▶ **HOW TO COMPLETE THIS TASK**:
Below are the entries. Transcribe exactly the lines from the one with "ring tip: (955, 767)" through the one with "thumb cmc: (1105, 794)", ends included, and leave out all others.

[Source records]
____________
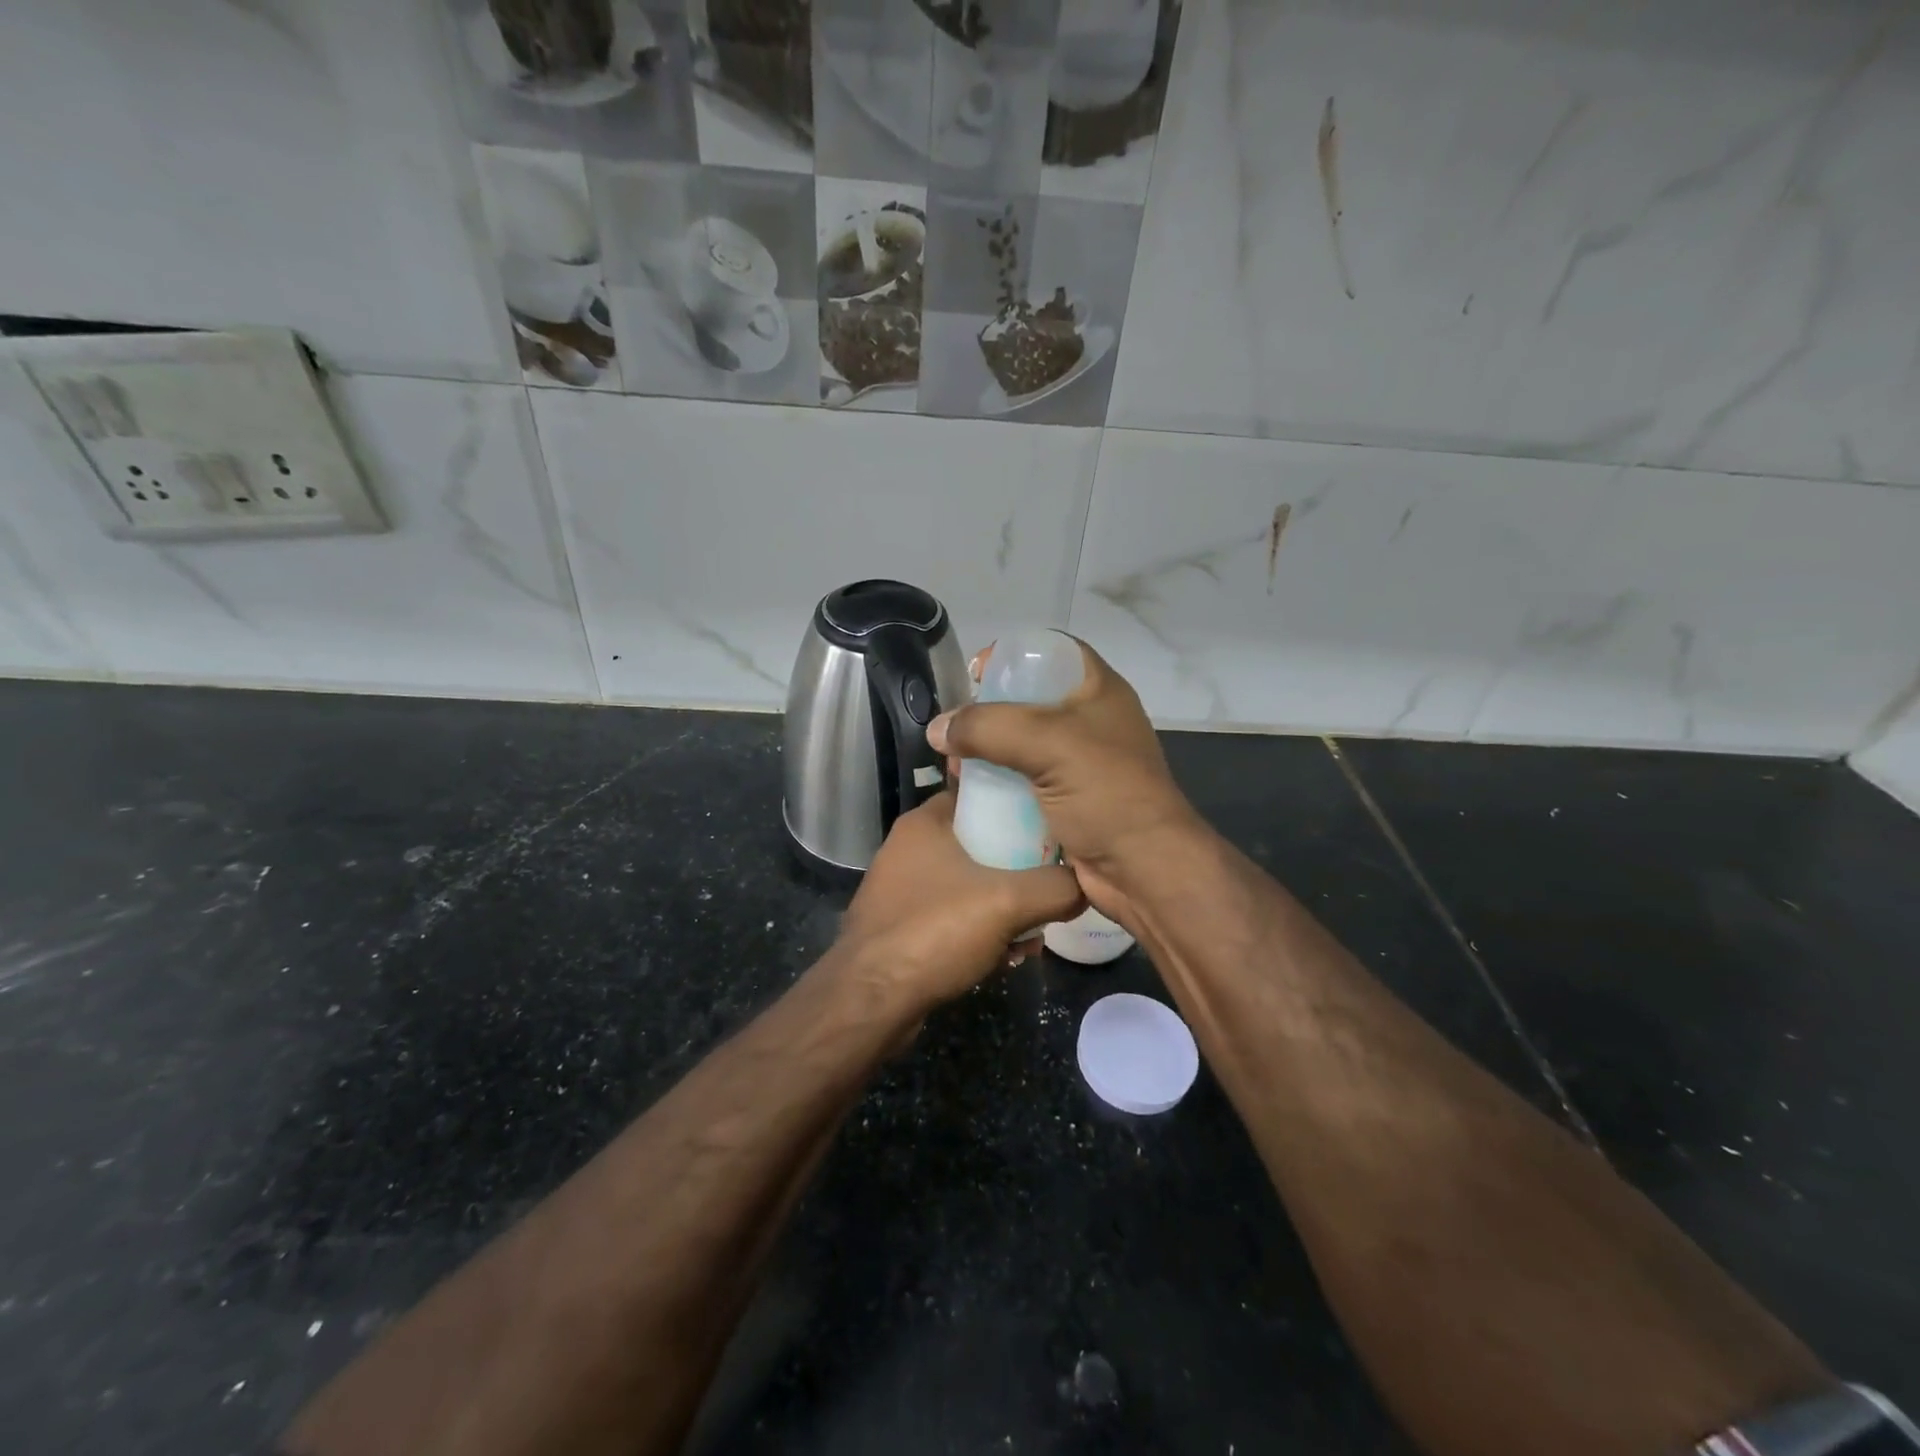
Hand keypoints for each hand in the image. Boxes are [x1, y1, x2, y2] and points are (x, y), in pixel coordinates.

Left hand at [836, 791, 1084, 1011]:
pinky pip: (950, 919)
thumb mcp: (1008, 902)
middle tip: (1047, 891)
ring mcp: (900, 890)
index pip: (978, 794)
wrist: (871, 1000)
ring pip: (967, 886)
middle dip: (1016, 871)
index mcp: (925, 823)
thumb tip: (1087, 884)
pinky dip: (978, 932)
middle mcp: (908, 849)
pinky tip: (1004, 958)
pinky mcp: (899, 928)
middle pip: (978, 844)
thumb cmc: (935, 930)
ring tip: (1032, 937)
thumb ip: (1056, 887)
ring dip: (1001, 908)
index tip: (1050, 827)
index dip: (1016, 807)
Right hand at [926, 636, 1203, 929]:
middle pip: (1027, 701)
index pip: (1050, 653)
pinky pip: (1021, 782)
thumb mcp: (1047, 744)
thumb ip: (987, 727)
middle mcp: (1088, 722)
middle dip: (987, 713)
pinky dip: (996, 785)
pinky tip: (970, 793)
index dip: (1013, 655)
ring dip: (986, 754)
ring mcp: (1077, 764)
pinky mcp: (1065, 800)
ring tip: (955, 767)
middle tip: (956, 731)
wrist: (1144, 871)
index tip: (975, 675)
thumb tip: (937, 729)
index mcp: (1097, 691)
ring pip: (1019, 745)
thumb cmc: (1105, 794)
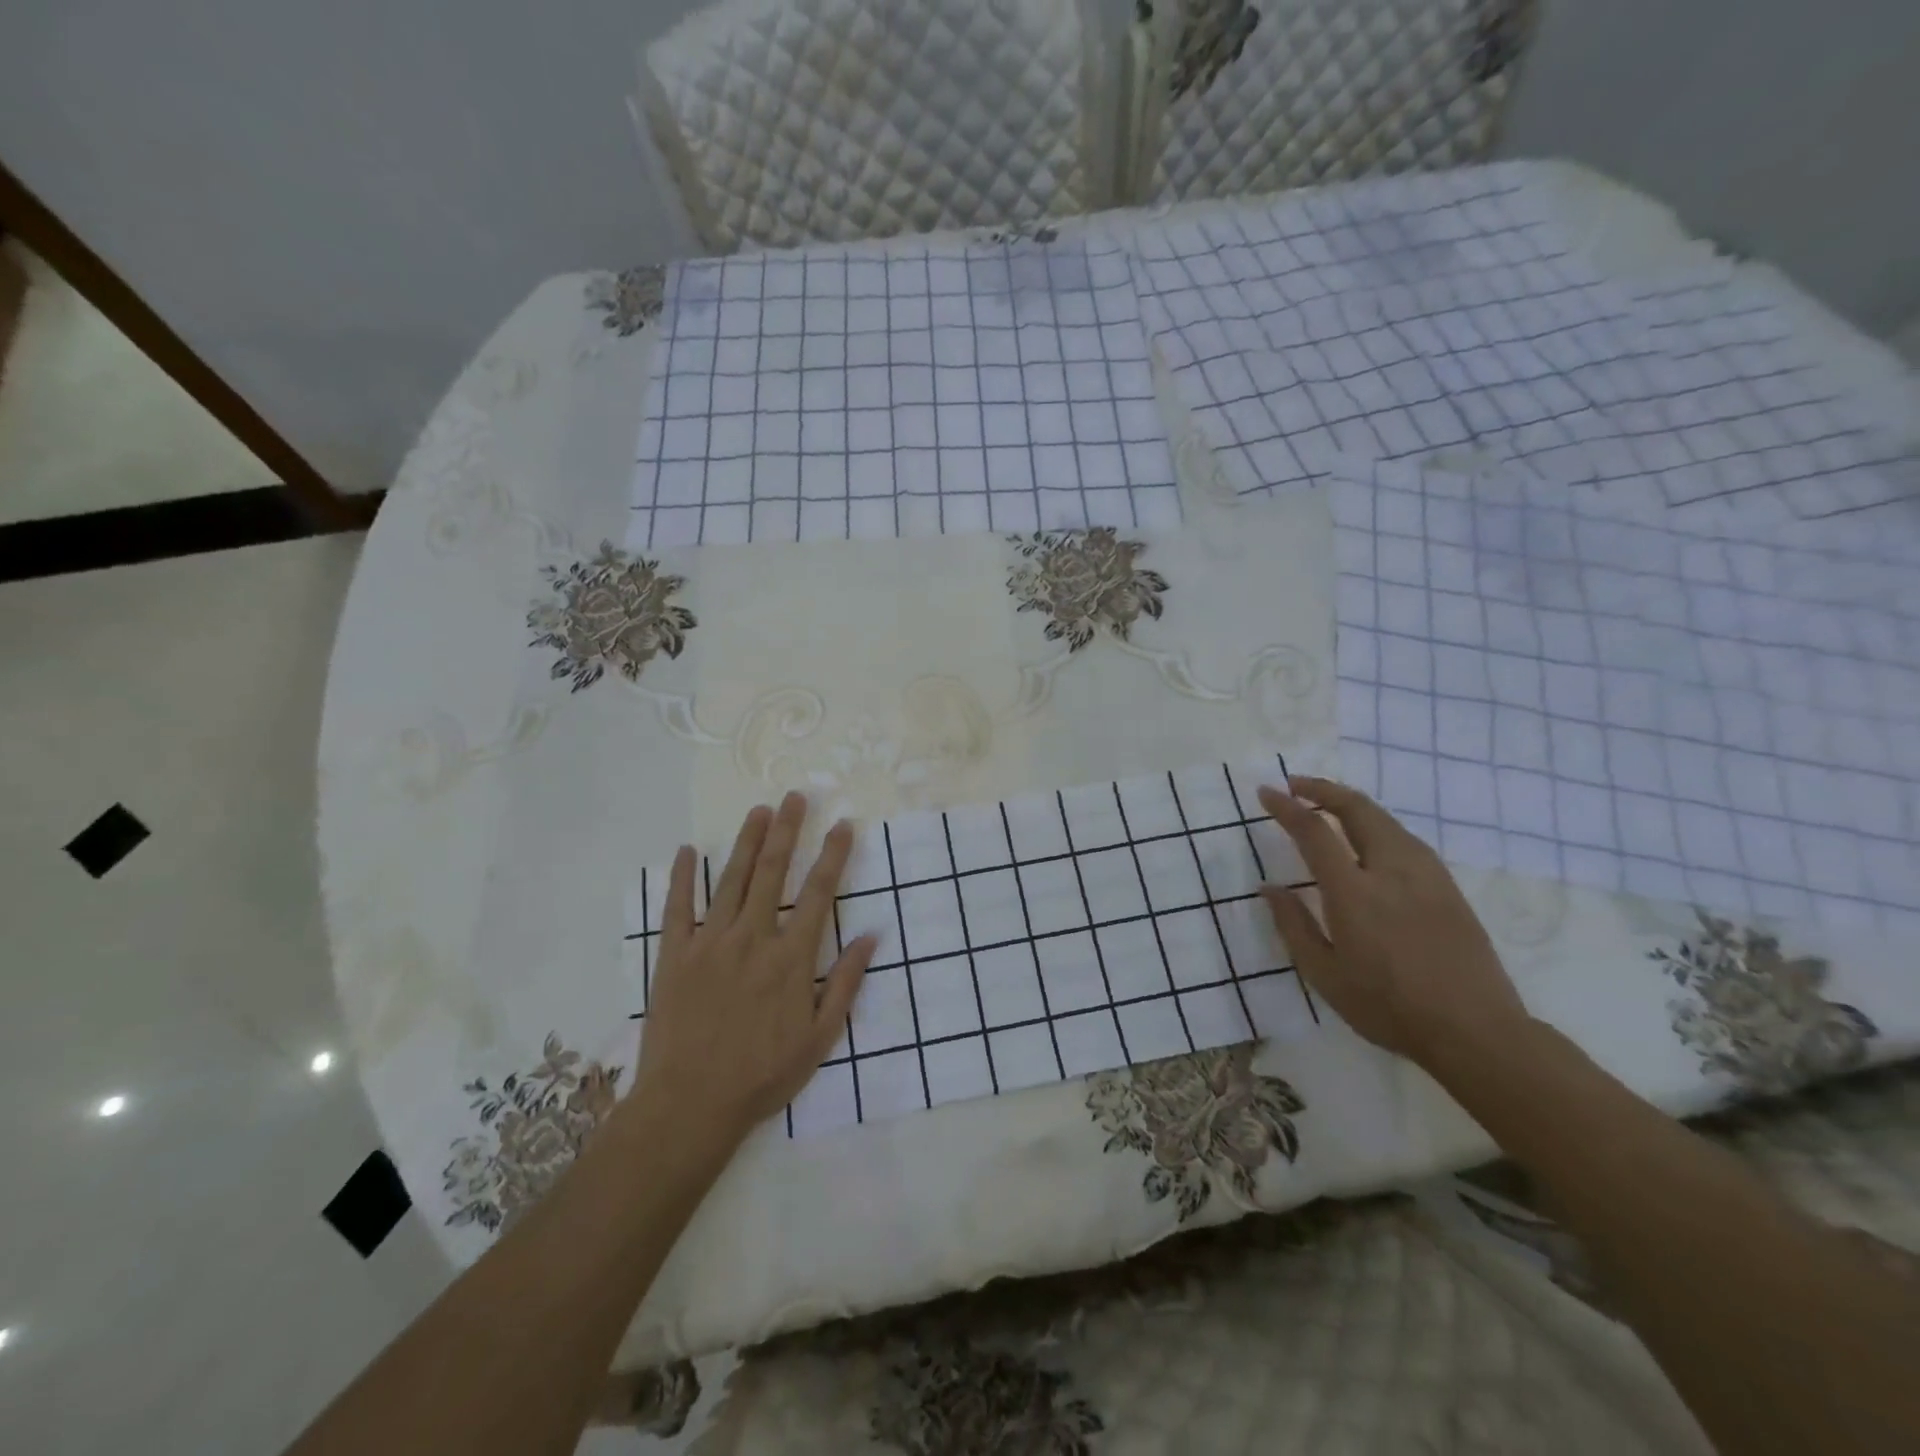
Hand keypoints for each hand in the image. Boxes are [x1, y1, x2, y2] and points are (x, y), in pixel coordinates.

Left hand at [635, 792, 876, 1143]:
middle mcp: (752, 939)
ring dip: (746, 842)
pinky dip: (681, 878)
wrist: (690, 1105)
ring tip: (759, 811)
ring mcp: (709, 944)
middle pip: (772, 873)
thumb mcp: (820, 1039)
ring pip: (730, 881)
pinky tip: (685, 851)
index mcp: (790, 958)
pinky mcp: (673, 956)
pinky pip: (677, 909)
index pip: (818, 893)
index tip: (842, 825)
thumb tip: (872, 937)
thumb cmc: (762, 1075)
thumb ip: (845, 984)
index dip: (832, 855)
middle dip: (787, 831)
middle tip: (795, 796)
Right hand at [1257, 775, 1529, 1069]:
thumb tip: (1269, 887)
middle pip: (1357, 808)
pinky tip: (1368, 840)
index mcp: (1354, 892)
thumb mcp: (1325, 975)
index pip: (1314, 831)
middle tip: (1295, 785)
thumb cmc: (1389, 1007)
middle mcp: (1391, 871)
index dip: (1286, 806)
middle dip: (1322, 789)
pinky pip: (1405, 838)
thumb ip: (1293, 925)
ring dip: (1350, 804)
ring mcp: (1426, 875)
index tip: (1266, 792)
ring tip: (1326, 807)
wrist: (1476, 1031)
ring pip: (1385, 819)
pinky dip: (1376, 824)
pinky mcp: (1448, 886)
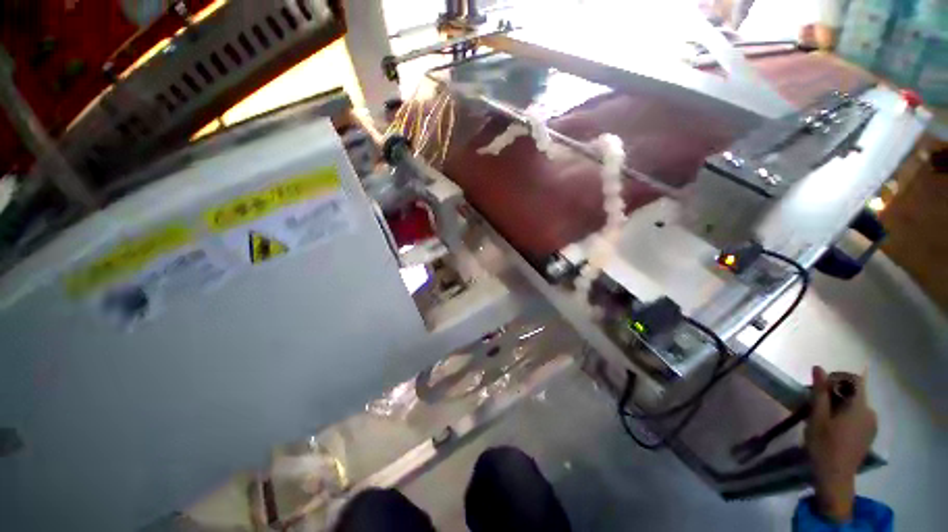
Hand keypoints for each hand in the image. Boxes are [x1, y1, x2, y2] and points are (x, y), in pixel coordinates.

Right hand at [805, 366, 877, 522]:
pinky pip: (859, 416)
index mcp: (859, 406)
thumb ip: (819, 392)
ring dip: (840, 404)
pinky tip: (833, 428)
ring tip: (823, 417)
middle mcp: (870, 412)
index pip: (854, 379)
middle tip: (816, 403)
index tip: (820, 388)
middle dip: (836, 393)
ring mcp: (872, 425)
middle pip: (855, 392)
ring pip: (856, 405)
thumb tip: (818, 368)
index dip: (837, 378)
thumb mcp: (817, 417)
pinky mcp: (869, 434)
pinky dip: (846, 415)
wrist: (835, 477)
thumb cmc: (823, 444)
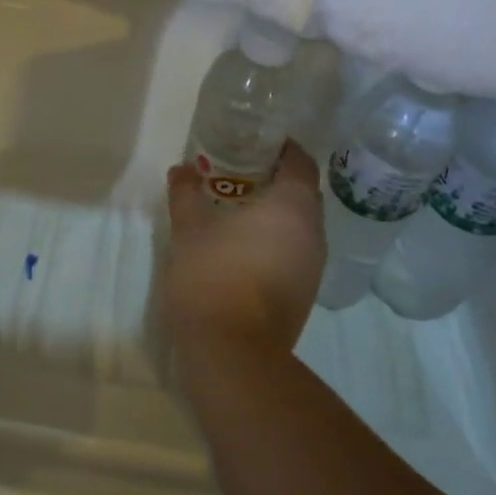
____________
▶ **RESULT OF THIS TASK**:
ring tip: (955, 767)
middle tip: (956, 731)
wrist: (1144, 871)
index tip: (975, 675)
thumb tip: (937, 729)
index mcp: (1097, 691)
ring pip: (1019, 745)
thumb cmc: (1105, 794)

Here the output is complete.